Goal of the exercise: List all the lines in these records that hold "graph".

The data:
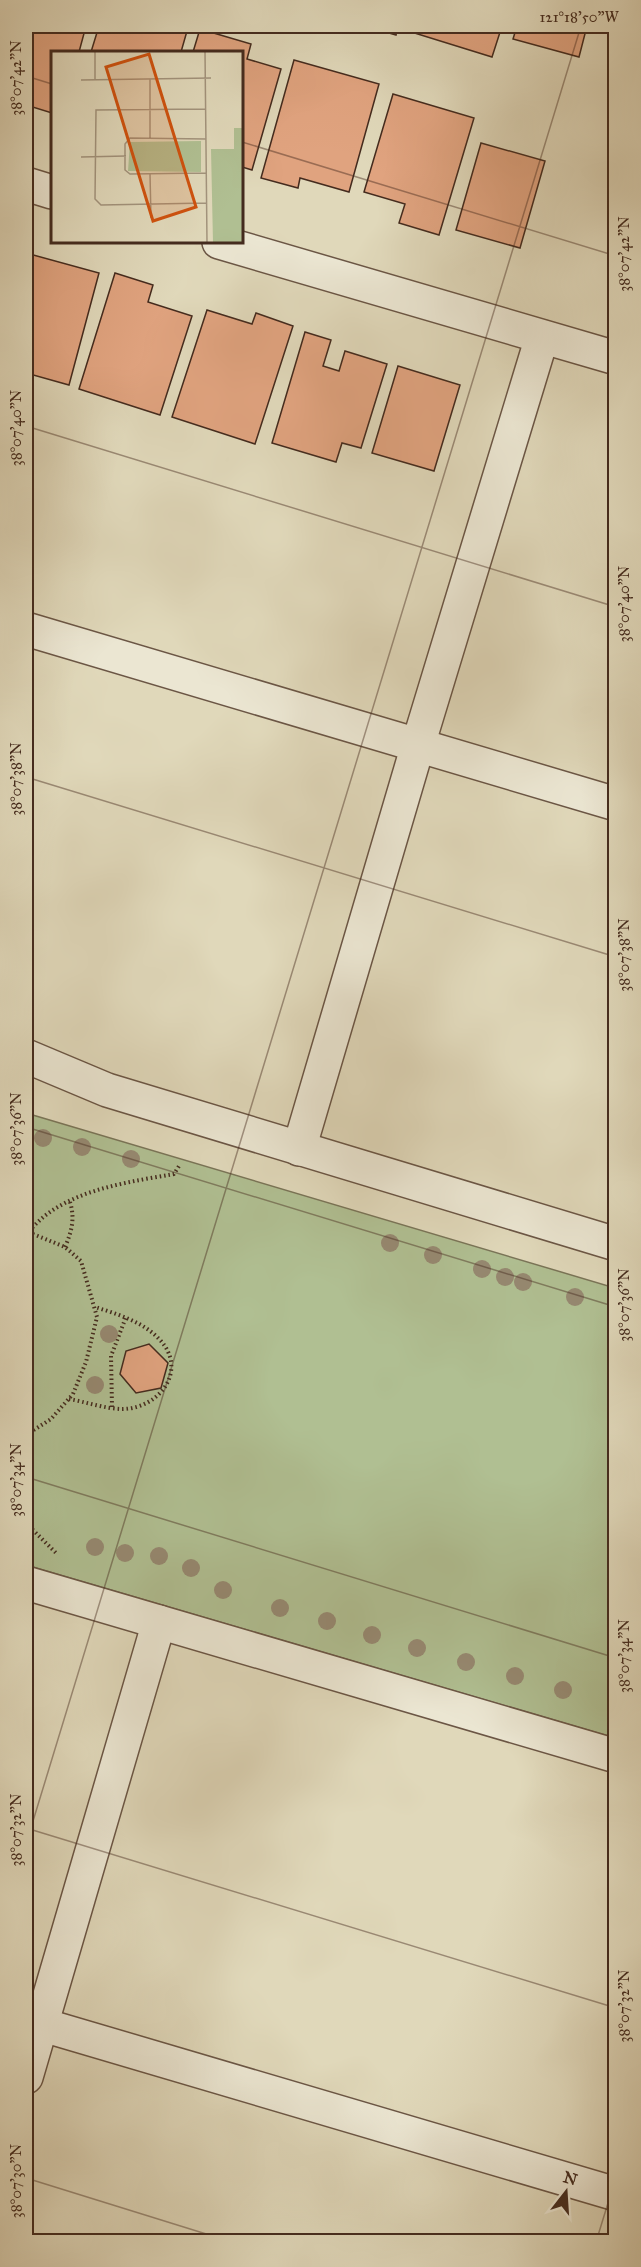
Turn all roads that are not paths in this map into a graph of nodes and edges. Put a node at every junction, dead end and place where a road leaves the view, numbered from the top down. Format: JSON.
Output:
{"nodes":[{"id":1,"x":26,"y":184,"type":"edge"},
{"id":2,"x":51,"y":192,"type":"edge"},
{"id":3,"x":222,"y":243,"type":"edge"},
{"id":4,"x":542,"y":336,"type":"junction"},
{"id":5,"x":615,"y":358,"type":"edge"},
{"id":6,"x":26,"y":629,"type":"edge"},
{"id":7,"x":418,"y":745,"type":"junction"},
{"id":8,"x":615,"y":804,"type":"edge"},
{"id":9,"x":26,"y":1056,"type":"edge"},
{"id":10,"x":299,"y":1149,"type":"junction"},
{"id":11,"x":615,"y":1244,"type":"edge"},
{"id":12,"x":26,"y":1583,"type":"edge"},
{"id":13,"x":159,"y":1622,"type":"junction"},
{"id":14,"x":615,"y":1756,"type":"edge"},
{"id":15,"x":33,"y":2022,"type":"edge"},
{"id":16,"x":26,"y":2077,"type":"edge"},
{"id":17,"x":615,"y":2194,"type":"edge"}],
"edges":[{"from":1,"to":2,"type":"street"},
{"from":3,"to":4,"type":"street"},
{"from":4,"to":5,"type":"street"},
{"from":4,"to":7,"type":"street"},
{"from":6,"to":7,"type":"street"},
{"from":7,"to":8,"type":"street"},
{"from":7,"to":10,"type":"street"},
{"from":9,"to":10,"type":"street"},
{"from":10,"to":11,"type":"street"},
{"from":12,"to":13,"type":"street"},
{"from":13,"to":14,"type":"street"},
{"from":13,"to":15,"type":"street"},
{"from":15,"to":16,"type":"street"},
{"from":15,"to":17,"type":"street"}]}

--

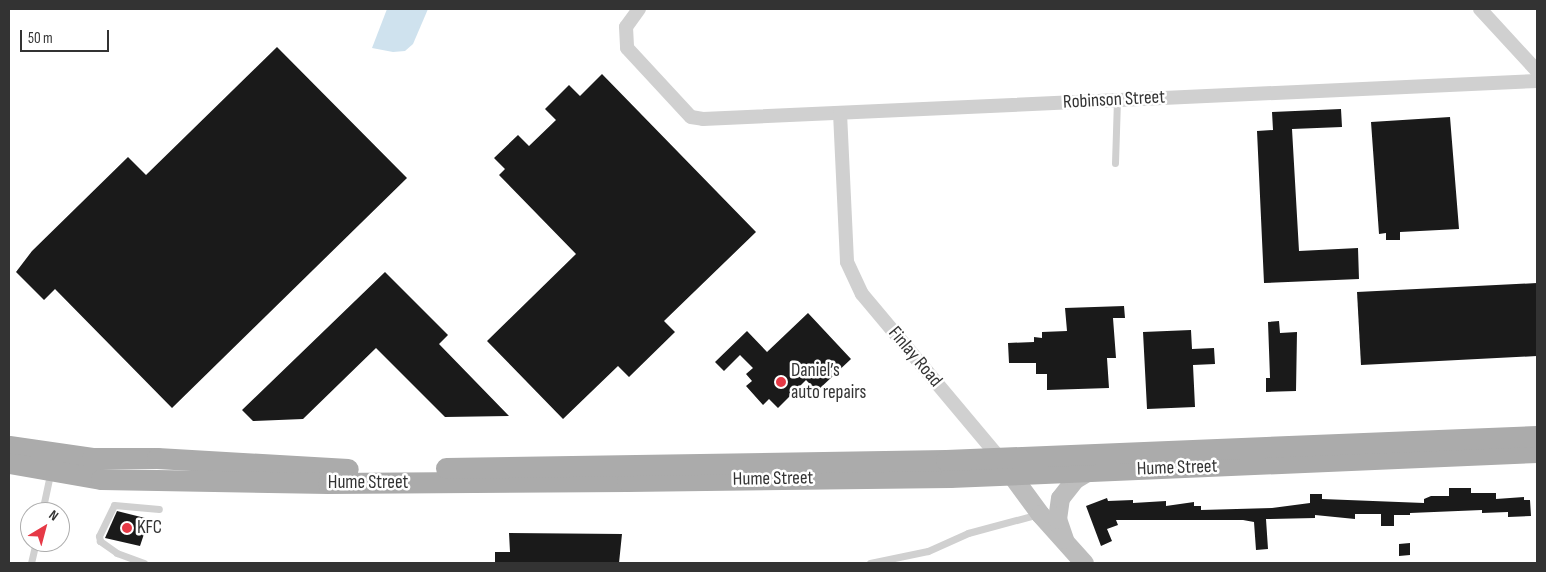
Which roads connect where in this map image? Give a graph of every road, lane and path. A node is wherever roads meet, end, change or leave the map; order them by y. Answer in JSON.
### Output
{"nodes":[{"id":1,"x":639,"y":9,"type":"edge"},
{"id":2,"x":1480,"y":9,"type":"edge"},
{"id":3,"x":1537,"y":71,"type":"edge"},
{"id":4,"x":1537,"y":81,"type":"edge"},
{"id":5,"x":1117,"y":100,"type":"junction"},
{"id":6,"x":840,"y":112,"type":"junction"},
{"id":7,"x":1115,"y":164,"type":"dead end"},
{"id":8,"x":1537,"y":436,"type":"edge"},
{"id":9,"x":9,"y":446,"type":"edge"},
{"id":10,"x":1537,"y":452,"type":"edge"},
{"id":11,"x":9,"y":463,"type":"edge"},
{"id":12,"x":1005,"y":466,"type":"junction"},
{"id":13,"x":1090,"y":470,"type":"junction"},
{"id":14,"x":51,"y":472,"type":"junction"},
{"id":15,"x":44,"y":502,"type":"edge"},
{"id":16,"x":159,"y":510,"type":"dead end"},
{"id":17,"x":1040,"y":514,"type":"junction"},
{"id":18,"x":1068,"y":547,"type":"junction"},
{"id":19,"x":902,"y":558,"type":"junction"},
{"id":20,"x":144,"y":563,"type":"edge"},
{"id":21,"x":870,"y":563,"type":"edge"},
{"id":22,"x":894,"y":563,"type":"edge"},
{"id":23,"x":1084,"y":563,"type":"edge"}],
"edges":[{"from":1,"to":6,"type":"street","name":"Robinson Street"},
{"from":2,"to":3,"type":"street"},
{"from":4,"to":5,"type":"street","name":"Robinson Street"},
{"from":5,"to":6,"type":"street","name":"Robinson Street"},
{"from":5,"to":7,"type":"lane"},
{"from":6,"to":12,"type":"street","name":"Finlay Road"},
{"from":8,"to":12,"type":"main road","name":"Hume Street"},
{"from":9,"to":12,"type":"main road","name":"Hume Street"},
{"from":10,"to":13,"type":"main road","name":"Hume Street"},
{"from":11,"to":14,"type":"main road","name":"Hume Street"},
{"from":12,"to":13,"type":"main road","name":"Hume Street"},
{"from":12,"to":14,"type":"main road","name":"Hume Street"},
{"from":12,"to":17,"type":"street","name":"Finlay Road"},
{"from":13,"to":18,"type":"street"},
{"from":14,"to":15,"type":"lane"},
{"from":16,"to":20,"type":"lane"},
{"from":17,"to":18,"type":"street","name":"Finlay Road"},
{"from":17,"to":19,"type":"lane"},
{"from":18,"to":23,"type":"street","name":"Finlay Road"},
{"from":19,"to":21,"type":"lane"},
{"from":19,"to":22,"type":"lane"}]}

Result of the exercise:
Turn all roads that are not paths in this map into a graph of nodes and edges. Put a node at every junction, dead end and place where a road leaves the view, numbered from the top down. Format: JSON.
Which roads connect where in this map image? Give a graph of every road, lane and path. A node is wherever roads meet, end, change or leave the map; order them by y. Answer in JSON.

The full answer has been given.